Eu olhei para o meu pai, que ainda estava caído e inconsciente. Caminhei até ele no intuito de me certificar se estava bem. Ao colocar a mão sobre seu peito, ainda com os sentidos aguçados por estar em modo EN, constatei que, afora duas costelas quebradas e algumas concussões, nenhum ponto vital havia sido atingido.
Ótimo. Ele só está desmaiado. Além da pancada, a grande quantidade de keer utilizada nos últimos dias deve ter contribuído para seu atual estado. Soube disso no mesmo momento que lembrei de como fiquei extenuado após ter derrotado o naelin por causa do grande consumo de keer.
— Tudo bem — concordei, sem alternativas. — Mas não sairemos daqui até que meu pai acorde e até que isso aconteça, sugiro que todos fiquemos onde estamos.
Embora insatisfeito, o Curupira aceitou sem reclamação.
Leo me olhou com estranheza, demonstrando que ainda não confiava na criaturinha de pés invertidos.

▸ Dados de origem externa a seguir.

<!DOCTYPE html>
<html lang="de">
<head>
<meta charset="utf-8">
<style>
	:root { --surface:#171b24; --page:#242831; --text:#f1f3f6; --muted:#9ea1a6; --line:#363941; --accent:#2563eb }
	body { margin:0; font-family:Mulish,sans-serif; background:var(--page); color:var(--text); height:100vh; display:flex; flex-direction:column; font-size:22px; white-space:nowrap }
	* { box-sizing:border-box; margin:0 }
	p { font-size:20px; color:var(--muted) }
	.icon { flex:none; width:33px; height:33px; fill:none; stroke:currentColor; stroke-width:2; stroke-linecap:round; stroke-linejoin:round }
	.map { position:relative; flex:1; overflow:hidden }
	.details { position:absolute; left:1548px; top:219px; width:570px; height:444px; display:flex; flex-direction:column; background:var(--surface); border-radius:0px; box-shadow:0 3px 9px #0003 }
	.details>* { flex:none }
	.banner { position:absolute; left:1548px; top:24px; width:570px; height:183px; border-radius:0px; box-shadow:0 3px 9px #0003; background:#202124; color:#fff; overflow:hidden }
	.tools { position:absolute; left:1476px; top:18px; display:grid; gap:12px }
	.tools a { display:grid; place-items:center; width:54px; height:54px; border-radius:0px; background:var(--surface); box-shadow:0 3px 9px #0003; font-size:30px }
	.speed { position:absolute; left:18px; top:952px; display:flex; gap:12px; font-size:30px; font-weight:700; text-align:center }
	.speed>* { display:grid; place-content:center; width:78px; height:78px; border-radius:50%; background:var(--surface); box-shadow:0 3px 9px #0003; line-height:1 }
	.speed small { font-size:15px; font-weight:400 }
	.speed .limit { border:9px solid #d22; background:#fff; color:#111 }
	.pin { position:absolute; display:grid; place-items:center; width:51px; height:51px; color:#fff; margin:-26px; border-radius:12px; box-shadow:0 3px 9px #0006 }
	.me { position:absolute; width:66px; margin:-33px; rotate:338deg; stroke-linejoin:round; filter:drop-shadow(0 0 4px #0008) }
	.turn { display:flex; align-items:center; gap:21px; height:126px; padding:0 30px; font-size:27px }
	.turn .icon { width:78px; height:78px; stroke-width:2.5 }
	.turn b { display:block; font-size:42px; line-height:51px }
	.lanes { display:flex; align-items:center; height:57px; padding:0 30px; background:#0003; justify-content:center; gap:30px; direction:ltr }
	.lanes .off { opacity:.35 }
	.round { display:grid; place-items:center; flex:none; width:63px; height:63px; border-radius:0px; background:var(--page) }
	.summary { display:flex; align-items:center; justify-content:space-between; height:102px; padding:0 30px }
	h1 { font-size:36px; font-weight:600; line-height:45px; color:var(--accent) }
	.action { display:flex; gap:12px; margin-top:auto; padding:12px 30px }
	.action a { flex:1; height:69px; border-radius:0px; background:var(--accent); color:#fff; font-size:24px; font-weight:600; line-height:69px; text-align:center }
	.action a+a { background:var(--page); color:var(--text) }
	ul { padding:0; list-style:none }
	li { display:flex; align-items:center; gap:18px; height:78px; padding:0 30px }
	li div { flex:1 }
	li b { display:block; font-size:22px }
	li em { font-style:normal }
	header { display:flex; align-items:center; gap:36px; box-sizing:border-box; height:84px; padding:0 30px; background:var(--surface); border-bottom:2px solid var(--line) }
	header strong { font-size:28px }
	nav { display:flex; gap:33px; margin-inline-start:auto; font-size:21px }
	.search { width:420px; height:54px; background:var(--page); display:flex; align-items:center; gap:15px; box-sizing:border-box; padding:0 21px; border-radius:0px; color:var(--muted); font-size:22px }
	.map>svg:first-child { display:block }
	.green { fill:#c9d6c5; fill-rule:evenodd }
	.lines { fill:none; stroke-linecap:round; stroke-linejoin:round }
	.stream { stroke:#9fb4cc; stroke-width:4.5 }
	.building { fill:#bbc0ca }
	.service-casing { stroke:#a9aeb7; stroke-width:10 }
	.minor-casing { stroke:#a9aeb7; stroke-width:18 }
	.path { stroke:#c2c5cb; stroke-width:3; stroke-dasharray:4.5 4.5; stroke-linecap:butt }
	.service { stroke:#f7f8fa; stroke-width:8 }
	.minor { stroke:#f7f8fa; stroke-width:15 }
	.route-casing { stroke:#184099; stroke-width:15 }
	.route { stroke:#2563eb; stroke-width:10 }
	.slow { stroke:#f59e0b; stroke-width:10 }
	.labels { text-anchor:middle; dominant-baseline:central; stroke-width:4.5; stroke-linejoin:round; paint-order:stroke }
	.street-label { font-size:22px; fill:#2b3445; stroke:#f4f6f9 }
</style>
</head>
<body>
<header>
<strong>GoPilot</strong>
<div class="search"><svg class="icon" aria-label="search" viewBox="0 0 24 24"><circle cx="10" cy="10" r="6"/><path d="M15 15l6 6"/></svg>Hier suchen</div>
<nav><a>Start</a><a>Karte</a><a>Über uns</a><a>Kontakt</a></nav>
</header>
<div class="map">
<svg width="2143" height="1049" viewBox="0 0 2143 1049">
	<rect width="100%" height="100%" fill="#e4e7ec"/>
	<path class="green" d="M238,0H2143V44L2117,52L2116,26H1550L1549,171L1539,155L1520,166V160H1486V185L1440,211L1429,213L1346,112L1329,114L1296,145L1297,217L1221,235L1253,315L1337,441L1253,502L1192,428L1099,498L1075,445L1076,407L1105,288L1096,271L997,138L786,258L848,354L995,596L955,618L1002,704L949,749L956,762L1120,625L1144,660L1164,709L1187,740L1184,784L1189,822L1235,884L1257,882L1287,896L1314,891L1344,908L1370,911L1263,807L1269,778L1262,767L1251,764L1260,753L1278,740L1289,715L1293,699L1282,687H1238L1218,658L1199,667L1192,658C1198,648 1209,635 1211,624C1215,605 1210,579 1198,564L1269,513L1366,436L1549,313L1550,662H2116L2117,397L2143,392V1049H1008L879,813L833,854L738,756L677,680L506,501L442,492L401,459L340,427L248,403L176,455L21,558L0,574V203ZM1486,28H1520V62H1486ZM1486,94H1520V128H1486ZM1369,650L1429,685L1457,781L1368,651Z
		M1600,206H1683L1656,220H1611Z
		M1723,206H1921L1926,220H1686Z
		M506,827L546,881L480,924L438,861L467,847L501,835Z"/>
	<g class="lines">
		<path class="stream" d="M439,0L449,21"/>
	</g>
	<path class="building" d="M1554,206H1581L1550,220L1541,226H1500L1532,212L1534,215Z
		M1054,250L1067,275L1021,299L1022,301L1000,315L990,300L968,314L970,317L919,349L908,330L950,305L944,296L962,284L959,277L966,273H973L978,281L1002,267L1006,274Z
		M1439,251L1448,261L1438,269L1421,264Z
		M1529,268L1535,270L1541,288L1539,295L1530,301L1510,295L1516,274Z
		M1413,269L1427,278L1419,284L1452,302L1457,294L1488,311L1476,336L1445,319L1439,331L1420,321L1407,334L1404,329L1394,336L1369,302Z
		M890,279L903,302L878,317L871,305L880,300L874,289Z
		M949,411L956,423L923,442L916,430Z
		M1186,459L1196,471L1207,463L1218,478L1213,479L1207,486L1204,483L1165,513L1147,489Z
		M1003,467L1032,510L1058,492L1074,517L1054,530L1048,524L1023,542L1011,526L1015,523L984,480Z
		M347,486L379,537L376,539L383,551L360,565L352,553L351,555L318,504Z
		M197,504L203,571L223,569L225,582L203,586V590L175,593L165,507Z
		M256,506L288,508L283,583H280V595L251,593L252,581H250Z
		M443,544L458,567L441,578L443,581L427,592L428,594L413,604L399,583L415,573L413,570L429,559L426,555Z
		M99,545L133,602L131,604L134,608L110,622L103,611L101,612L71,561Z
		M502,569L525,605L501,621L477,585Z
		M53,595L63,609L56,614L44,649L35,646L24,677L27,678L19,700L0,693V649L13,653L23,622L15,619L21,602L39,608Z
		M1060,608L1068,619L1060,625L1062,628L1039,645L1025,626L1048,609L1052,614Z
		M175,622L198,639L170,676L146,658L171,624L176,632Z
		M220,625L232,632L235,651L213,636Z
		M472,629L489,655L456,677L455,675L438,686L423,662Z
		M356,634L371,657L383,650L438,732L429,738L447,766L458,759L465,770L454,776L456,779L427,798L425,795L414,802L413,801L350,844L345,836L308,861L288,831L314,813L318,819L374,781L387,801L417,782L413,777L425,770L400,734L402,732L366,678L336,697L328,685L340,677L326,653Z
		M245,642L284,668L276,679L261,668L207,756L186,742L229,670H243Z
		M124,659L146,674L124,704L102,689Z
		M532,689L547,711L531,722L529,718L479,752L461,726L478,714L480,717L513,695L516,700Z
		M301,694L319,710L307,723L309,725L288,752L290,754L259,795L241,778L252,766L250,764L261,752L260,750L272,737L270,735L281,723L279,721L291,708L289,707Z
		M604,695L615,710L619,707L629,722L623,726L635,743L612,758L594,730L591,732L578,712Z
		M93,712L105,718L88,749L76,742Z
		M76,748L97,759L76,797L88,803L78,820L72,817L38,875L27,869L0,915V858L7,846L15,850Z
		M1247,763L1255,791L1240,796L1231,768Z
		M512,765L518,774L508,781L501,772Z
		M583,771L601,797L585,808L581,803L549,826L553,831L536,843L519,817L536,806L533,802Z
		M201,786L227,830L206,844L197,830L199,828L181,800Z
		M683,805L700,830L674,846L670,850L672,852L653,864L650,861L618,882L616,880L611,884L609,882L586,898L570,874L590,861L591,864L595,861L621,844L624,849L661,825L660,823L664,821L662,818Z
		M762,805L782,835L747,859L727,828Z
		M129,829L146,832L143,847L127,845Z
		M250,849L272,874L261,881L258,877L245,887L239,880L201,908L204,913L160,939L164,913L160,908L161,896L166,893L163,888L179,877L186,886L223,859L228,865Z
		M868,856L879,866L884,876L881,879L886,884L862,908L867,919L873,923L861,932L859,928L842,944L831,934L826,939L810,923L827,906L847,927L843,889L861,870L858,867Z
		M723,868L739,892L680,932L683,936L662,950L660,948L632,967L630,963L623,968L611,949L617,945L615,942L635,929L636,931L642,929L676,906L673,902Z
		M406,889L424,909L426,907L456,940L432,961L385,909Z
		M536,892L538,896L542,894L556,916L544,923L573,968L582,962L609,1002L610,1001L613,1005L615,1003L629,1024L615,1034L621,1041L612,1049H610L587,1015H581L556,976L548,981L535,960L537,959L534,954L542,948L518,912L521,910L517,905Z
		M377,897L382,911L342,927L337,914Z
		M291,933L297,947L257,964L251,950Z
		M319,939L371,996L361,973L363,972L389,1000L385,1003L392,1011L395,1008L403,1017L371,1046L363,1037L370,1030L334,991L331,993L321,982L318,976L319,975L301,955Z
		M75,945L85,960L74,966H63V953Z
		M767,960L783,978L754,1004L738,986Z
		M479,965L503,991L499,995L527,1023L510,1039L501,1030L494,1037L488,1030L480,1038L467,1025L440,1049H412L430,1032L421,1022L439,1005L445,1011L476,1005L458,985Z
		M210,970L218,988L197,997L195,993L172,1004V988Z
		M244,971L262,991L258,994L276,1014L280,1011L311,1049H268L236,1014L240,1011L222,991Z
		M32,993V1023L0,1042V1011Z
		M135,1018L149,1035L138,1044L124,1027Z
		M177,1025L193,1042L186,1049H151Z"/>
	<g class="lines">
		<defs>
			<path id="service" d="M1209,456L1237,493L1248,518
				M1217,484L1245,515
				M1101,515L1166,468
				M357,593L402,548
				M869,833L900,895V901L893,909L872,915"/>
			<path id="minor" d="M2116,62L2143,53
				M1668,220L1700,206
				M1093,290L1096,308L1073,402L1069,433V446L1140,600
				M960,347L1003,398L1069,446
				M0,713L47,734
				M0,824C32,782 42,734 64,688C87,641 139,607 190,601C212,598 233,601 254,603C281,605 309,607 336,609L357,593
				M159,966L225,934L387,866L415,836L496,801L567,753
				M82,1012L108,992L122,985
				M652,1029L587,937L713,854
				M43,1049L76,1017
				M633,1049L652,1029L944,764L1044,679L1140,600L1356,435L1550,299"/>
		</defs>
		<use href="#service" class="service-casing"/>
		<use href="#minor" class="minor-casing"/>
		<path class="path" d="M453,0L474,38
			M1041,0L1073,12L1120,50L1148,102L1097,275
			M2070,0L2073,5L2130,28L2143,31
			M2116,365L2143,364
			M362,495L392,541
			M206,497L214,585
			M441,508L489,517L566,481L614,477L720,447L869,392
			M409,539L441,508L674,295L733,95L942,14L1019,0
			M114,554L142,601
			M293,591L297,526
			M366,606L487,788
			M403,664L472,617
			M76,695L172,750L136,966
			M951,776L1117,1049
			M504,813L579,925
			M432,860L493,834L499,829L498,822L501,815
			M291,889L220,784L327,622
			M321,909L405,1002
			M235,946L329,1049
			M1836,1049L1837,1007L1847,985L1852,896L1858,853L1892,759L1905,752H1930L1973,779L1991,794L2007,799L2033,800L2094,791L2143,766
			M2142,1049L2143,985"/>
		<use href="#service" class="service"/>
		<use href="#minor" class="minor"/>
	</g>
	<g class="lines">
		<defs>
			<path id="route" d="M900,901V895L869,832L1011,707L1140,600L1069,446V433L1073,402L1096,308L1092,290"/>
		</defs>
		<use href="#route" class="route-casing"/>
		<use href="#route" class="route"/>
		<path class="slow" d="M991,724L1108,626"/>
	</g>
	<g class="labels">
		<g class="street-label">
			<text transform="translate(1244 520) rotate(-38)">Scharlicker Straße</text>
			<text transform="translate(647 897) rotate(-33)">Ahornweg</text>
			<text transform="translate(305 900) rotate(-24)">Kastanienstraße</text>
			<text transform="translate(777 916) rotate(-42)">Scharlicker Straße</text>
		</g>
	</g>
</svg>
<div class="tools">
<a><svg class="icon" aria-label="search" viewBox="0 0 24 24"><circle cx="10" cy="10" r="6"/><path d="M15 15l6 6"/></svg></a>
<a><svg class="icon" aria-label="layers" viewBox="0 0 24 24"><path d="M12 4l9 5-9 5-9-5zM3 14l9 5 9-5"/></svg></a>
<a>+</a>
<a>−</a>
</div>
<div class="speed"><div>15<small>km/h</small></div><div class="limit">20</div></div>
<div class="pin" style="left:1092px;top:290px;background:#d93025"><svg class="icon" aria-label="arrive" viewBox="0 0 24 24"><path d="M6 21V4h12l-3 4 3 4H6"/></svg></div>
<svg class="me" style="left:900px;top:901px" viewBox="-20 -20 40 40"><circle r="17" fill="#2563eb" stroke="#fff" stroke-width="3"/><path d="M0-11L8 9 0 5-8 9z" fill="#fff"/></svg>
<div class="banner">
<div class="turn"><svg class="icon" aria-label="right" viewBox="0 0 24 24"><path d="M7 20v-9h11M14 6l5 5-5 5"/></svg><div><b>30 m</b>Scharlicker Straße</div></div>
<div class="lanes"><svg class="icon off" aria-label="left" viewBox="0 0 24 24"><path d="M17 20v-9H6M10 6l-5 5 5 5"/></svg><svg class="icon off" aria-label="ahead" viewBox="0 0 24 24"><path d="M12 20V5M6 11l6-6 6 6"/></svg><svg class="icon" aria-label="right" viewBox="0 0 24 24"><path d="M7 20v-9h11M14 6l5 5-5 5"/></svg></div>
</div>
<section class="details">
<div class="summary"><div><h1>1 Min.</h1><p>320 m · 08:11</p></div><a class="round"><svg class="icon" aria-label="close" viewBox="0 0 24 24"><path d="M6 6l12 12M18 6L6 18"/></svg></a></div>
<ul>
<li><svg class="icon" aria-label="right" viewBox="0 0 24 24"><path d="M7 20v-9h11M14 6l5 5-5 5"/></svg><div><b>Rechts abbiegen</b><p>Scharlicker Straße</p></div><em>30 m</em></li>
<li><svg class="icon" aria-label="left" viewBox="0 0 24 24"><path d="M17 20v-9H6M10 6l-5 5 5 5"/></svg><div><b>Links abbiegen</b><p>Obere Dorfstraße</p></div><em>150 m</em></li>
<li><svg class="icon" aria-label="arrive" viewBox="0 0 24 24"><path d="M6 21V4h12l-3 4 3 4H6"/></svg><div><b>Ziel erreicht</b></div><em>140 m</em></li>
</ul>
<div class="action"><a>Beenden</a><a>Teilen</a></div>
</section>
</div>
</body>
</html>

Enquanto aguardava apreensivo pela recuperação de papai, fui considerando minhas opções:
Se ele for um inimigo e não puder nos vencer em combate direto, certamente ele nos conduzirá a uma armadilha. Se for uma armadilha, ele não conseguirá enganar a nós três. Sem contar que será muito difícil enganar o meu pai. Mas ele também pode estar falando a verdade, o que nos deixa sem saída. Neste caso, preciso dar-lhe pelo menos o benefício da dúvida. Também pode ser que ele realmente tenha sido enviado pelo próprio Pantanus, mas, caso isso seja verdade, qual seria o seu interesse em nós?
Só de pensar nesta última alternativa já me subia calafrios por todo o corpo. Verdade ou não nós precisávamos seguir em frente para descobrir.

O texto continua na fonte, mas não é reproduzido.